■ PROBLEM REQUIREMENTS ■
Set down all of the data again, character for character.

■ RECORDS ■
####################

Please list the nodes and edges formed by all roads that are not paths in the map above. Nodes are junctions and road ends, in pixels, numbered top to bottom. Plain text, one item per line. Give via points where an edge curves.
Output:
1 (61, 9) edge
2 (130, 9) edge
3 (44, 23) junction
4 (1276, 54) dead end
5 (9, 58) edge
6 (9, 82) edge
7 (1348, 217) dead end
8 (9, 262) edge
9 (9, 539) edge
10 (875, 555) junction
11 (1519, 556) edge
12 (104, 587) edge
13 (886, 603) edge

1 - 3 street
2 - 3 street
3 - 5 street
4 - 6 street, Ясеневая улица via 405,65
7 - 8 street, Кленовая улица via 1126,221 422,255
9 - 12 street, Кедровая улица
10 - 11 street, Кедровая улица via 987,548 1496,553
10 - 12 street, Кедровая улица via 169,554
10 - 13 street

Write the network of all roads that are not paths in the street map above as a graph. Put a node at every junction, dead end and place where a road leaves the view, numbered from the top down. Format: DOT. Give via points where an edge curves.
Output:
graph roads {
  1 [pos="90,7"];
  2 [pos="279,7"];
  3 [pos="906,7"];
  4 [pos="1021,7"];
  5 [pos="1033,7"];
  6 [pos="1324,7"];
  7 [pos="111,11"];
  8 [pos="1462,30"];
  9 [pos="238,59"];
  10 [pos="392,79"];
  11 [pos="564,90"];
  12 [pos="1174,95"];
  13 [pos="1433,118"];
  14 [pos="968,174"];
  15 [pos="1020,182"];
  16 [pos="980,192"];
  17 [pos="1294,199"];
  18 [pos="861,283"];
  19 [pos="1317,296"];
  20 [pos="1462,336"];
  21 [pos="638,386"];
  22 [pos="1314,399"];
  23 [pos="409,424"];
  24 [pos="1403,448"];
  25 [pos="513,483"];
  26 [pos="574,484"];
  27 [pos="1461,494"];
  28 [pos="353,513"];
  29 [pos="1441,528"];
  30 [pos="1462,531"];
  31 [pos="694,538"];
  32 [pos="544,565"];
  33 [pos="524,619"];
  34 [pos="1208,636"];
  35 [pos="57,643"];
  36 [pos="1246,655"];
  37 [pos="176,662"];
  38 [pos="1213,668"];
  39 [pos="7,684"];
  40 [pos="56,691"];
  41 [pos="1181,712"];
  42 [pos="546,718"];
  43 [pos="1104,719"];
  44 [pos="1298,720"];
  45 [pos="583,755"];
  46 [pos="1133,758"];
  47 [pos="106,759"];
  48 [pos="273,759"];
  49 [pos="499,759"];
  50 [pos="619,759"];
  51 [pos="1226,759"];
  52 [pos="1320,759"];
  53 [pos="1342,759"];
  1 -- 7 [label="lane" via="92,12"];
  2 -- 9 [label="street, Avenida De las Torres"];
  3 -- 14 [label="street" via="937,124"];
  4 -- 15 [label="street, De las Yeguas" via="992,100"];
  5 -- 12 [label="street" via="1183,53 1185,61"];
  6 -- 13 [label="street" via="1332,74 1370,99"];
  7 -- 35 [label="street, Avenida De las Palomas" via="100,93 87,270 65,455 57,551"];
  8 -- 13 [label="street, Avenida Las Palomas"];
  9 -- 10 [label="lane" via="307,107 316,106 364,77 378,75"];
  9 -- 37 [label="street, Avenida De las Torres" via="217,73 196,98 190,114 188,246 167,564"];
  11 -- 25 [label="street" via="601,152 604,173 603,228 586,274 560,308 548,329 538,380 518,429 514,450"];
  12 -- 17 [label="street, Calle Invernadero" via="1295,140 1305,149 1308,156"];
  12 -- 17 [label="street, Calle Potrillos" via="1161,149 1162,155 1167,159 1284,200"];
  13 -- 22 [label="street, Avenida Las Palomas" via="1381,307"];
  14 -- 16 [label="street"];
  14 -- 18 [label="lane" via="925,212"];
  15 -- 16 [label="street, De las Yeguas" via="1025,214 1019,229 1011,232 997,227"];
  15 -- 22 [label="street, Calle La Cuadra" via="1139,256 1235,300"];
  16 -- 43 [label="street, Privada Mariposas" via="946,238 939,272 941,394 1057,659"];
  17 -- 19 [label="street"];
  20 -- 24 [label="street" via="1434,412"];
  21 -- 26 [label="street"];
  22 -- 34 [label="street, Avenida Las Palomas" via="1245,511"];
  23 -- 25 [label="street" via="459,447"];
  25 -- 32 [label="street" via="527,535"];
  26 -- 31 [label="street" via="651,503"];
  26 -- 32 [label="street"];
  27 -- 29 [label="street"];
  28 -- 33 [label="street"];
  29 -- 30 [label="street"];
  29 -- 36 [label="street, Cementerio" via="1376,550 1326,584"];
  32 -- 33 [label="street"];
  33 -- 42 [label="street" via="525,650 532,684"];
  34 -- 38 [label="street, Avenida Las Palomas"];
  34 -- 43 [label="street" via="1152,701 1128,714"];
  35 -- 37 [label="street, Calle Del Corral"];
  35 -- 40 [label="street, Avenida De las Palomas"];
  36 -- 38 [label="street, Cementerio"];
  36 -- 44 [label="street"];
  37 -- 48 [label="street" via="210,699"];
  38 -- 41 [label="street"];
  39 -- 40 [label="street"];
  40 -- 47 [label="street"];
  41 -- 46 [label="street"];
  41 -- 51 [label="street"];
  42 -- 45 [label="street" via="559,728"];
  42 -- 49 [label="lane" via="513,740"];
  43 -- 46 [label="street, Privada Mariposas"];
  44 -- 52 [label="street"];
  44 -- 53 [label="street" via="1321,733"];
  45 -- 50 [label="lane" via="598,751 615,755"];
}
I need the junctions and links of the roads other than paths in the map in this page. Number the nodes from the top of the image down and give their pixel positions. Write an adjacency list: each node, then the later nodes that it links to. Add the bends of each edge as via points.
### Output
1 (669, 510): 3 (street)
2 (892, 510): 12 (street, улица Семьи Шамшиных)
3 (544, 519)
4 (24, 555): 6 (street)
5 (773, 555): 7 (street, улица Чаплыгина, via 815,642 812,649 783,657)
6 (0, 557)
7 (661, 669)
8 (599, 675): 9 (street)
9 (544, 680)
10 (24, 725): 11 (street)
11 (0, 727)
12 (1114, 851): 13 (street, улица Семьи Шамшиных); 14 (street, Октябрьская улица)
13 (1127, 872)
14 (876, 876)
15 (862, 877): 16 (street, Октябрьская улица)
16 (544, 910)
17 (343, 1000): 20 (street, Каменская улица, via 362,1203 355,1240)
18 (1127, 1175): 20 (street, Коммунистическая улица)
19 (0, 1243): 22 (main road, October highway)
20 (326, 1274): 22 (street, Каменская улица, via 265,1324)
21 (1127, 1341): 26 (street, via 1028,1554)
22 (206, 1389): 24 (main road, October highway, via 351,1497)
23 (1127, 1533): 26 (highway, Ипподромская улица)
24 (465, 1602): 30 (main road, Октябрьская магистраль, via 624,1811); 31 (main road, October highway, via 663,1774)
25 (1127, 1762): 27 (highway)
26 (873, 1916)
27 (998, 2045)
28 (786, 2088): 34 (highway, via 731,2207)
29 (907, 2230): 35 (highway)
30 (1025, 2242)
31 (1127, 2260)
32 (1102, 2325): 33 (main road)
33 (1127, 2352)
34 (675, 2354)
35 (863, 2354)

####################

■ RESPONSE BELOW ■
Please list the nodes and edges formed by all roads that are not paths in the map above. Nodes are junctions and road ends, in pixels, numbered top to bottom. Plain text, one item per line. Give via points where an edge curves.
Output:
1 (61, 9) edge
2 (130, 9) edge
3 (44, 23) junction
4 (1276, 54) dead end
5 (9, 58) edge
6 (9, 82) edge
7 (1348, 217) dead end
8 (9, 262) edge
9 (9, 539) edge
10 (875, 555) junction
11 (1519, 556) edge
12 (104, 587) edge
13 (886, 603) edge

1 - 3 street
2 - 3 street
3 - 5 street
4 - 6 street, Ясеневая улица via 405,65
7 - 8 street, Кленовая улица via 1126,221 422,255
9 - 12 street, Кедровая улица
10 - 11 street, Кедровая улица via 987,548 1496,553
10 - 12 street, Кедровая улица via 169,554
10 - 13 street

Write the network of all roads that are not paths in the street map above as a graph. Put a node at every junction, dead end and place where a road leaves the view, numbered from the top down. Format: DOT. Give via points where an edge curves.
Output:
graph roads {
  1 [pos="90,7"];
  2 [pos="279,7"];
  3 [pos="906,7"];
  4 [pos="1021,7"];
  5 [pos="1033,7"];
  6 [pos="1324,7"];
  7 [pos="111,11"];
  8 [pos="1462,30"];
  9 [pos="238,59"];
  10 [pos="392,79"];
  11 [pos="564,90"];
  12 [pos="1174,95"];
  13 [pos="1433,118"];
  14 [pos="968,174"];
  15 [pos="1020,182"];
  16 [pos="980,192"];
  17 [pos="1294,199"];
  18 [pos="861,283"];
  19 [pos="1317,296"];
  20 [pos="1462,336"];
  21 [pos="638,386"];
  22 [pos="1314,399"];
  23 [pos="409,424"];
  24 [pos="1403,448"];
  25 [pos="513,483"];
  26 [pos="574,484"];
  27 [pos="1461,494"];
  28 [pos="353,513"];
  29 [pos="1441,528"];
  30 [pos="1462,531"];
  31 [pos="694,538"];
  32 [pos="544,565"];
  33 [pos="524,619"];
  34 [pos="1208,636"];
  35 [pos="57,643"];
  36 [pos="1246,655"];
  37 [pos="176,662"];
  38 [pos="1213,668"];
  39 [pos="7,684"];
  40 [pos="56,691"];
  41 [pos="1181,712"];
  42 [pos="546,718"];
  43 [pos="1104,719"];
  44 [pos="1298,720"];
  45 [pos="583,755"];
  46 [pos="1133,758"];
  47 [pos="106,759"];
  48 [pos="273,759"];
  49 [pos="499,759"];
  50 [pos="619,759"];
  51 [pos="1226,759"];
  52 [pos="1320,759"];
  53 [pos="1342,759"];
  1 -- 7 [label="lane" via="92,12"];
  2 -- 9 [label="street, Avenida De las Torres"];
  3 -- 14 [label="street" via="937,124"];
  4 -- 15 [label="street, De las Yeguas" via="992,100"];
  5 -- 12 [label="street" via="1183,53 1185,61"];
  6 -- 13 [label="street" via="1332,74 1370,99"];
  7 -- 35 [label="street, Avenida De las Palomas" via="100,93 87,270 65,455 57,551"];
  8 -- 13 [label="street, Avenida Las Palomas"];
  9 -- 10 [label="lane" via="307,107 316,106 364,77 378,75"];
  9 -- 37 [label="street, Avenida De las Torres" via="217,73 196,98 190,114 188,246 167,564"];
  11 -- 25 [label="street" via="601,152 604,173 603,228 586,274 560,308 548,329 538,380 518,429 514,450"];
  12 -- 17 [label="street, Calle Invernadero" via="1295,140 1305,149 1308,156"];
  12 -- 17 [label="street, Calle Potrillos" via="1161,149 1162,155 1167,159 1284,200"];
  13 -- 22 [label="street, Avenida Las Palomas" via="1381,307"];
  14 -- 16 [label="street"];
  14 -- 18 [label="lane" via="925,212"];
  15 -- 16 [label="street, De las Yeguas" via="1025,214 1019,229 1011,232 997,227"];
  15 -- 22 [label="street, Calle La Cuadra" via="1139,256 1235,300"];
  16 -- 43 [label="street, Privada Mariposas" via="946,238 939,272 941,394 1057,659"];
  17 -- 19 [label="street"];
  20 -- 24 [label="street" via="1434,412"];
  21 -- 26 [label="street"];
  22 -- 34 [label="street, Avenida Las Palomas" via="1245,511"];
  23 -- 25 [label="street" via="459,447"];
  25 -- 32 [label="street" via="527,535"];
  26 -- 31 [label="street" via="651,503"];
  26 -- 32 [label="street"];
  27 -- 29 [label="street"];
  28 -- 33 [label="street"];
  29 -- 30 [label="street"];
  29 -- 36 [label="street, Cementerio" via="1376,550 1326,584"];
  32 -- 33 [label="street"];
  33 -- 42 [label="street" via="525,650 532,684"];
  34 -- 38 [label="street, Avenida Las Palomas"];
  34 -- 43 [label="street" via="1152,701 1128,714"];
  35 -- 37 [label="street, Calle Del Corral"];
  35 -- 40 [label="street, Avenida De las Palomas"];
  36 -- 38 [label="street, Cementerio"];
  36 -- 44 [label="street"];
  37 -- 48 [label="street" via="210,699"];
  38 -- 41 [label="street"];
  39 -- 40 [label="street"];
  40 -- 47 [label="street"];
  41 -- 46 [label="street"];
  41 -- 51 [label="street"];
  42 -- 45 [label="street" via="559,728"];
  42 -- 49 [label="lane" via="513,740"];
  43 -- 46 [label="street, Privada Mariposas"];
  44 -- 52 [label="street"];
  44 -- 53 [label="street" via="1321,733"];
  45 -- 50 [label="lane" via="598,751 615,755"];
}
I need the junctions and links of the roads other than paths in the map in this page. Number the nodes from the top of the image down and give their pixel positions. Write an adjacency list: each node, then the later nodes that it links to. Add the bends of each edge as via points.
### Output
1 (669, 510): 3 (street)
2 (892, 510): 12 (street, улица Семьи Шамшиных)
3 (544, 519)
4 (24, 555): 6 (street)
5 (773, 555): 7 (street, улица Чаплыгина, via 815,642 812,649 783,657)
6 (0, 557)
7 (661, 669)
8 (599, 675): 9 (street)
9 (544, 680)
10 (24, 725): 11 (street)
11 (0, 727)
12 (1114, 851): 13 (street, улица Семьи Шамшиных); 14 (street, Октябрьская улица)
13 (1127, 872)
14 (876, 876)
15 (862, 877): 16 (street, Октябрьская улица)
16 (544, 910)
17 (343, 1000): 20 (street, Каменская улица, via 362,1203 355,1240)
18 (1127, 1175): 20 (street, Коммунистическая улица)
19 (0, 1243): 22 (main road, October highway)
20 (326, 1274): 22 (street, Каменская улица, via 265,1324)
21 (1127, 1341): 26 (street, via 1028,1554)
22 (206, 1389): 24 (main road, October highway, via 351,1497)
23 (1127, 1533): 26 (highway, Ипподромская улица)
24 (465, 1602): 30 (main road, Октябрьская магистраль, via 624,1811); 31 (main road, October highway, via 663,1774)
25 (1127, 1762): 27 (highway)
26 (873, 1916)
27 (998, 2045)
28 (786, 2088): 34 (highway, via 731,2207)
29 (907, 2230): 35 (highway)
30 (1025, 2242)
31 (1127, 2260)
32 (1102, 2325): 33 (main road)
33 (1127, 2352)
34 (675, 2354)
35 (863, 2354)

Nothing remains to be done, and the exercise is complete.